Pendant des décennies, Xu Shiping était un fonctionnaire loyal dans le Bureau Général du Parti communiste chinois (PCC), centre d’importance cruciale pour la documentation et la logistique secrète du Parti. Il avait commencé sa carrière en 1981 et a gravi les échelons en devenant Secrétaire du PCC en charge des finances, des véhicules et des résidences bien aménagées dont jouissent les hauts responsables. Toutefois en 2014, il a été brusquement rétrogradé au poste du directeur adjoint des archives.
La carrière de Xu Shiping a continué à chuter : selon les médias chinois, en mars 2016, à l’âge de 60 ans, il a été demis des fonctions d’archiviste et sa biographie officielle a disparu du site des Archives d’État. Son emploi actuel n’est pas connu.
Xu Shiping n’est pas le seul à être soumis à une purge. Selon les reportages des médias chinois, plus qu’une dizaine d’autres actuels et anciens cadres supérieurs du Bureau Général seraient écartés de leurs fonctions au cours des derniers mois. Ce « nettoyage » discret fait probablement partie de la campagne visant à débarrasser le Bureau Général de ce que les médias qualifiaient comme « l’influence maléfique » de son ancien dirigeant Ling Jihua. Ce dernier était un proche lieutenant de l’ancien dirigeant du Parti Jiang Zemin avant d’être reconnu comme faisant partie d’un complot interne qui mettait le régime en danger.

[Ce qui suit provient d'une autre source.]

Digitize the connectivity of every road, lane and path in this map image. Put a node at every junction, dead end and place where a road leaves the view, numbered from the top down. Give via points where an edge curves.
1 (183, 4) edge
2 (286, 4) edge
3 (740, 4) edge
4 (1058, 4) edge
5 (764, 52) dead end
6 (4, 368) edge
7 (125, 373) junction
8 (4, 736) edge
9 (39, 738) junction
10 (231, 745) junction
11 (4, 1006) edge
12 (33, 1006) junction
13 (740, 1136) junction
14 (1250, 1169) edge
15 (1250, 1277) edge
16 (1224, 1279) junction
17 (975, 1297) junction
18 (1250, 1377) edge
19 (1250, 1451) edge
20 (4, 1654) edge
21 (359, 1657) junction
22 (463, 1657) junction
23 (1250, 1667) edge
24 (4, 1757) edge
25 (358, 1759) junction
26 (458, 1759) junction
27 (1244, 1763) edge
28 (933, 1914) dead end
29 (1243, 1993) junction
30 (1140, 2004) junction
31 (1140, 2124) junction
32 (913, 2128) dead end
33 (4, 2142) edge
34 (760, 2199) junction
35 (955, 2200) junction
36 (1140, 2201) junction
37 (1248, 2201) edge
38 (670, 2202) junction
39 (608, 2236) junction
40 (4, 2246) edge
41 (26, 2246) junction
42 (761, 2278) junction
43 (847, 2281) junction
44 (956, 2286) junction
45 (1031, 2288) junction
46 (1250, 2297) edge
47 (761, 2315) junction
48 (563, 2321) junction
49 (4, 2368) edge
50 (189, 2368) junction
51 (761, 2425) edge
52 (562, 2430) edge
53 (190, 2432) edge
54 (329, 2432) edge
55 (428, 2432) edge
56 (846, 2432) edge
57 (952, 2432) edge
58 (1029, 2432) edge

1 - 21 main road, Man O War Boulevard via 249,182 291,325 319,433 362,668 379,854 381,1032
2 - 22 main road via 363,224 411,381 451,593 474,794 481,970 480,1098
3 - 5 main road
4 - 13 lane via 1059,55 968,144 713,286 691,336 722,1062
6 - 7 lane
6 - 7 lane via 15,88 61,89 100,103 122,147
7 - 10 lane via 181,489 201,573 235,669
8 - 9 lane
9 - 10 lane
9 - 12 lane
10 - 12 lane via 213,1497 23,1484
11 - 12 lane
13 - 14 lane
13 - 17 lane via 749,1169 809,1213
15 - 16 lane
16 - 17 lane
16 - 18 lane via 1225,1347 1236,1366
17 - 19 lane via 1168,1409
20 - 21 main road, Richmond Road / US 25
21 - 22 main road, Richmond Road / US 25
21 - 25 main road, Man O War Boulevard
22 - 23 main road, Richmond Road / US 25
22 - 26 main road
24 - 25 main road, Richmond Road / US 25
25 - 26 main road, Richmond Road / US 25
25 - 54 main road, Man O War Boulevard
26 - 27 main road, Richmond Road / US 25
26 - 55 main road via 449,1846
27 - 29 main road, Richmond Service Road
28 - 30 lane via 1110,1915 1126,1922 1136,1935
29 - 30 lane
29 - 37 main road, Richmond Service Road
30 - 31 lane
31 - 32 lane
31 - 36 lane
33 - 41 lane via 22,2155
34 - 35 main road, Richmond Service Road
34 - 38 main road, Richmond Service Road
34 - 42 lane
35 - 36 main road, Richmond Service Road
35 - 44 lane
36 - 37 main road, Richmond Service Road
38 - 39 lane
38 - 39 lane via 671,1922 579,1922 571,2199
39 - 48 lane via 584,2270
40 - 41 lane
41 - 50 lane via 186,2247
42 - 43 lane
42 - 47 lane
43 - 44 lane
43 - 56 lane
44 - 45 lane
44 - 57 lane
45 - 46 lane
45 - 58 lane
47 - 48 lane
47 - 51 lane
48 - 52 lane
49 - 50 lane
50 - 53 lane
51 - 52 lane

La purge du Bureau Général, bien qu’effectuée discrètement, serait une action nécessaire entreprise par Xi Jinping afin de renforcer son autorité face au réseau du pouvoir retranché principalement autour de l’ancien dirigeant du PCC Jiang Zemin.

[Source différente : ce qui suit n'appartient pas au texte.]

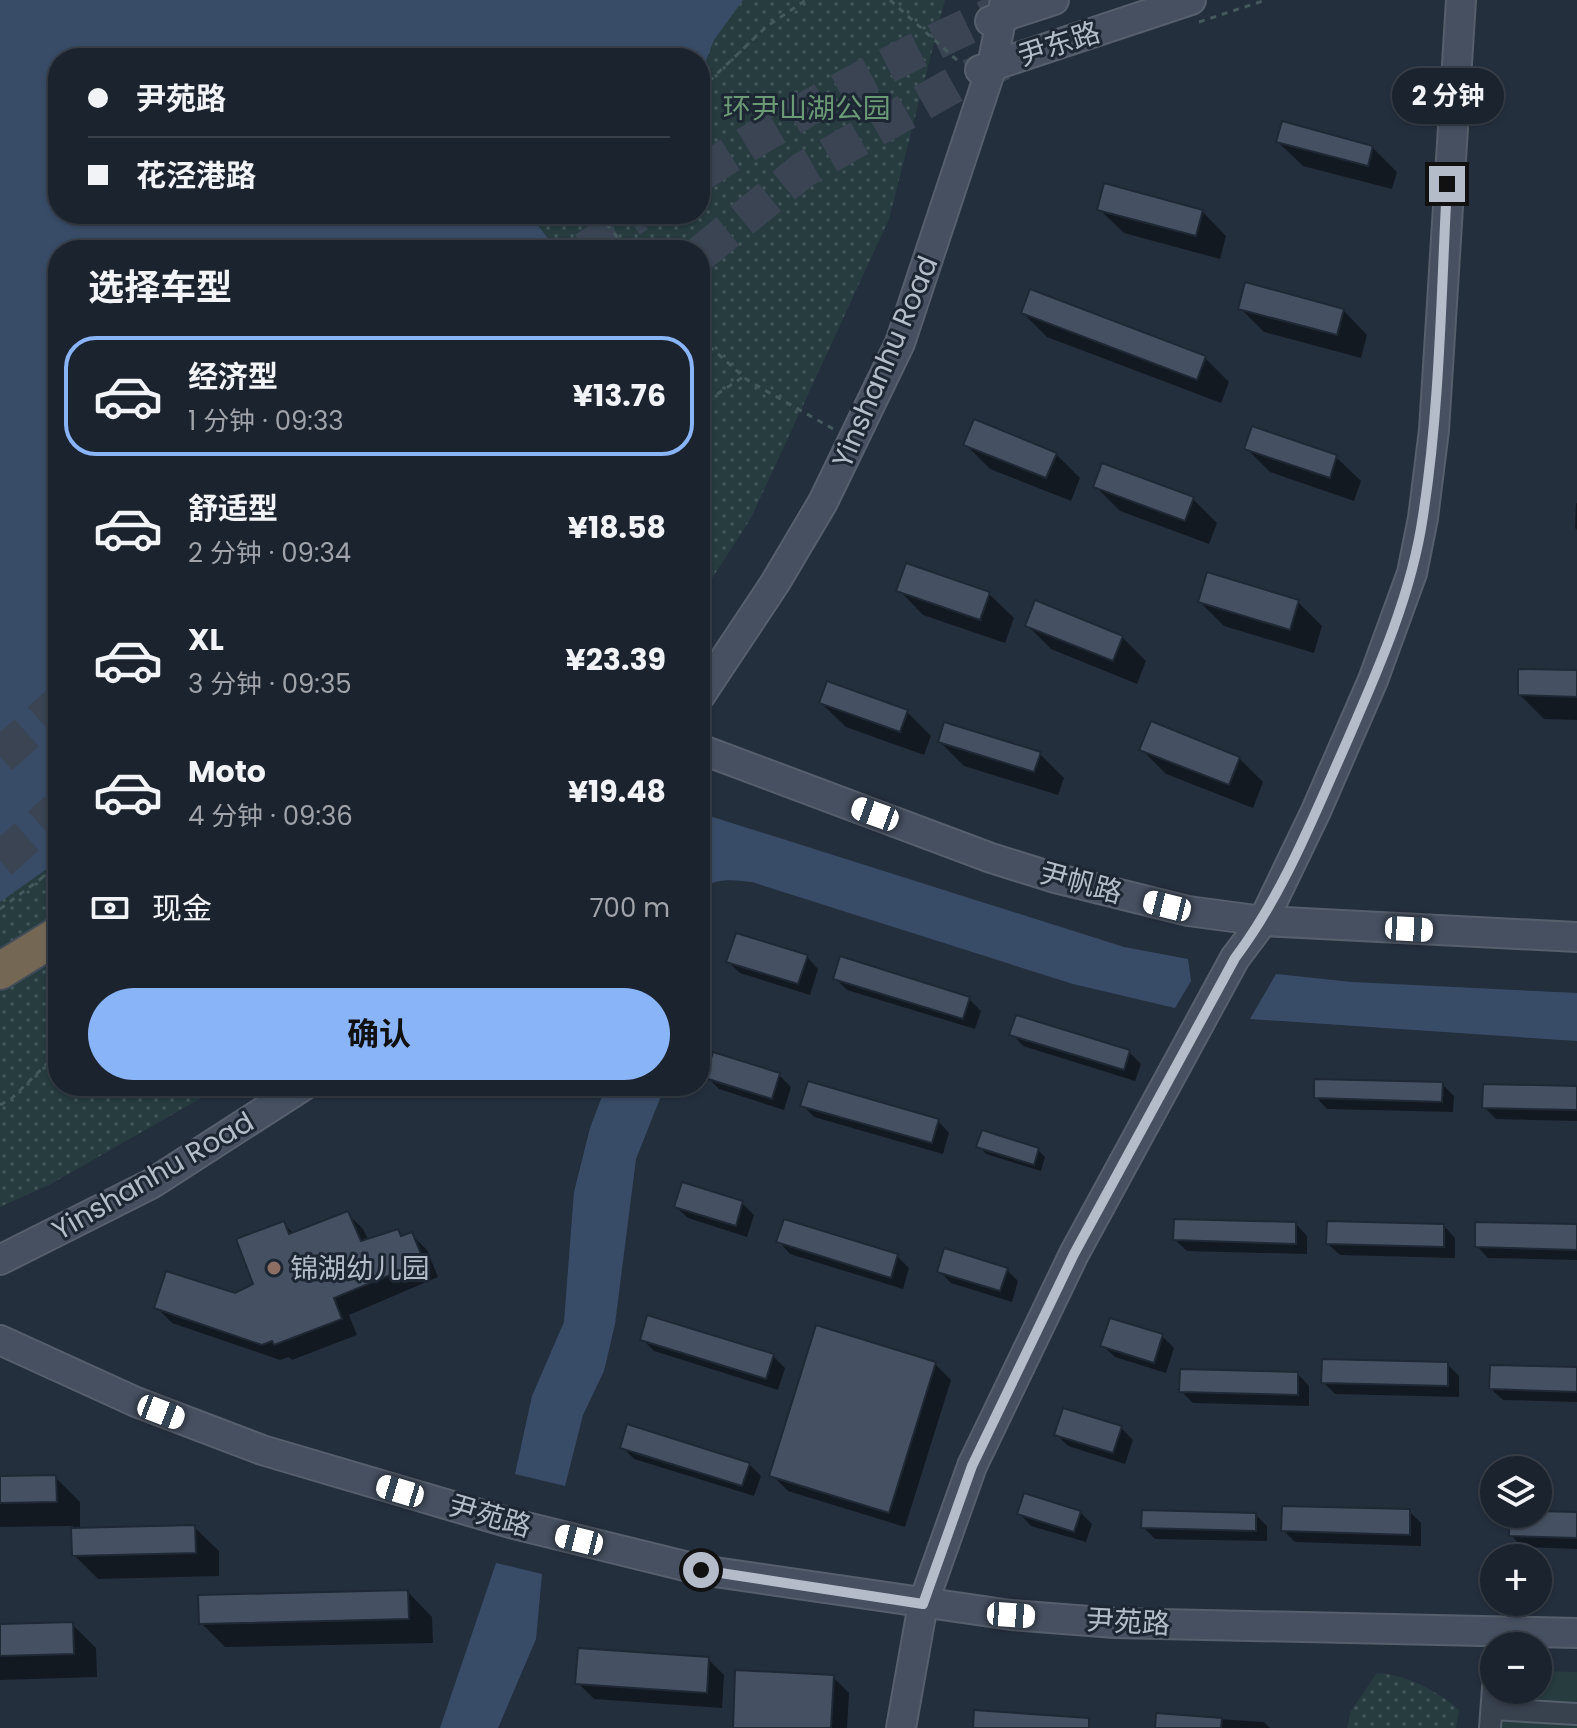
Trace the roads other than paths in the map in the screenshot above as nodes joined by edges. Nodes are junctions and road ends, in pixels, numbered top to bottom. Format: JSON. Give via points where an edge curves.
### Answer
{"nodes":[{"id":1,"x":1054,"y":0,"type":"edge"},
{"id":2,"x":1191,"y":0,"type":"edge"},
{"id":3,"x":1461,"y":0,"type":"edge"},
{"id":4,"x":995,"y":10,"type":"edge"},
{"id":5,"x":982,"y":69,"type":"junction"},
{"id":6,"x":710,"y":648,"type":"edge"},
{"id":7,"x":710,"y":681,"type":"edge"},
{"id":8,"x":710,"y":753,"type":"edge"},
{"id":9,"x":1263,"y":921,"type":"junction"},
{"id":10,"x":1577,"y":937,"type":"edge"},
{"id":11,"x":48,"y":941,"type":"edge"},
{"id":12,"x":0,"y":971,"type":"edge"},
{"id":13,"x":260,"y":1096,"type":"edge"},
{"id":14,"x":287,"y":1096,"type":"edge"},
{"id":15,"x":0,"y":1242,"type":"edge"},
{"id":16,"x":0,"y":1260,"type":"edge"},
{"id":17,"x":0,"y":1340,"type":"edge"},
{"id":18,"x":923,"y":1604,"type":"junction"},
{"id":19,"x":1577,"y":1633,"type":"edge"},
{"id":20,"x":1552,"y":1635,"type":"edge"},
{"id":21,"x":1480,"y":1638,"type":"edge"},
{"id":22,"x":1577,"y":1714,"type":"edge"},
{"id":23,"x":1491,"y":1718,"type":"edge"},
{"id":24,"x":901,"y":1728,"type":"edge"}],
"edges":[{"from":1,"to":4,"type":"main road","name":"尹东路"},
{"from":2,"to":5,"type":"main road","name":"尹东路"},
{"from":3,"to":9,"type":"main road","via":[[1434,430],[1412,573],[1373,680]]},
{"from":4,"to":5,"type":"main road","name":"Yinshanhu Road"},
{"from":5,"to":6,"type":"main road","name":"Yinshanhu Road","via":[[912,263],[839,432],[759,577]]},
{"from":5,"to":7,"type":"main road","name":"Yinshanhu Road","via":[[929,264],[868,414],[775,583]]},
{"from":8,"to":9,"type":"main road","name":"尹帆路","via":[[1055,878],[1188,911]]},
{"from":9,"to":10,"type":"main road","name":"尹帆路"},
{"from":9,"to":18,"type":"main road","via":[[1235,958],[1074,1254],[972,1466]]},
{"from":11,"to":12,"type":"highway"},
{"from":13,"to":15,"type":"main road","name":"Yinshanhu Road","via":[[128,1179]]},
{"from":14,"to":16,"type":"main road","name":"Yinshanhu Road","via":[[151,1184]]},
{"from":17,"to":18,"type":"main road","name":"尹苑路","via":[[136,1402],[262,1450],[510,1523],[701,1570]]},
{"from":18,"to":21,"type":"main road","name":"尹苑路","via":[[1115,1623]]},
{"from":18,"to":24,"type":"main road"},
{"from":19,"to":20,"type":"main road","name":"尹苑路"},
{"from":22,"to":23,"type":"street"}]}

Cette purge suit un plan similaire à ceux effectués par Xi Jinping dans de nombreux secteurs, y compris l’appareil de sécurité, l’industrie pétrolière, le secteur financier, les forces armées et les médias d’État. Le fait que ces mouvements du personnel ont été entrepris assez secrètement correspond au statut de l’organe qui contrôle les secrets du Parti.
« Conspirations politiques »
Ling Jihua, âgé de 59 ans, a passé près de 18 ans au Bureau Général et, selon les reportages des médias chinois, a bâti un vaste réseau d’influence. Il dirigeait le Bureau pendant cinq ans en étant l’assistant principal de l’ancien dirigeant chinois Hu Jintao ce qui était équivalent à un poste de secrétaire général de la Maison Blanche.
Cette position élitaire rend d’autant plus choquant le fait que Ling Jihua ait été pointé du doigt comme l’un des membres du groupe de quatre hauts responsables accusés d’avoir formé une clique et conspiré contre la direction du Parti.
La chute a commencé après que le fils de Ling Jihua soit mort dans des circonstances suspectes lors d’un accident de Ferrari à Pékin en 2012. Ling Jihua avait été d’abord transféré au Département du travail du Front uni, l’organe de guerre politique du PCC, puis, en décembre 2014, il a été placé sous enquête. En juillet 2015, il a été officiellement arrêté et est actuellement poursuivi par le Parquet populaire suprême.
Mais ce n’est que récemment qu’on a commencé à parler de la conspiration de Ling Jihua et d’autres hauts responsables. Selon les paroles prononcés en 2015 par l’actuel dirigeant du Parti Xi Jinping, Ling Jihua, ainsi que l’ancien patron de la sécurité, un général haut-gradé et le tristement connu patron de Chongqing Bo Xilai, « ont entrepris une conspiration politique afin de détruire et diviser le Parti ».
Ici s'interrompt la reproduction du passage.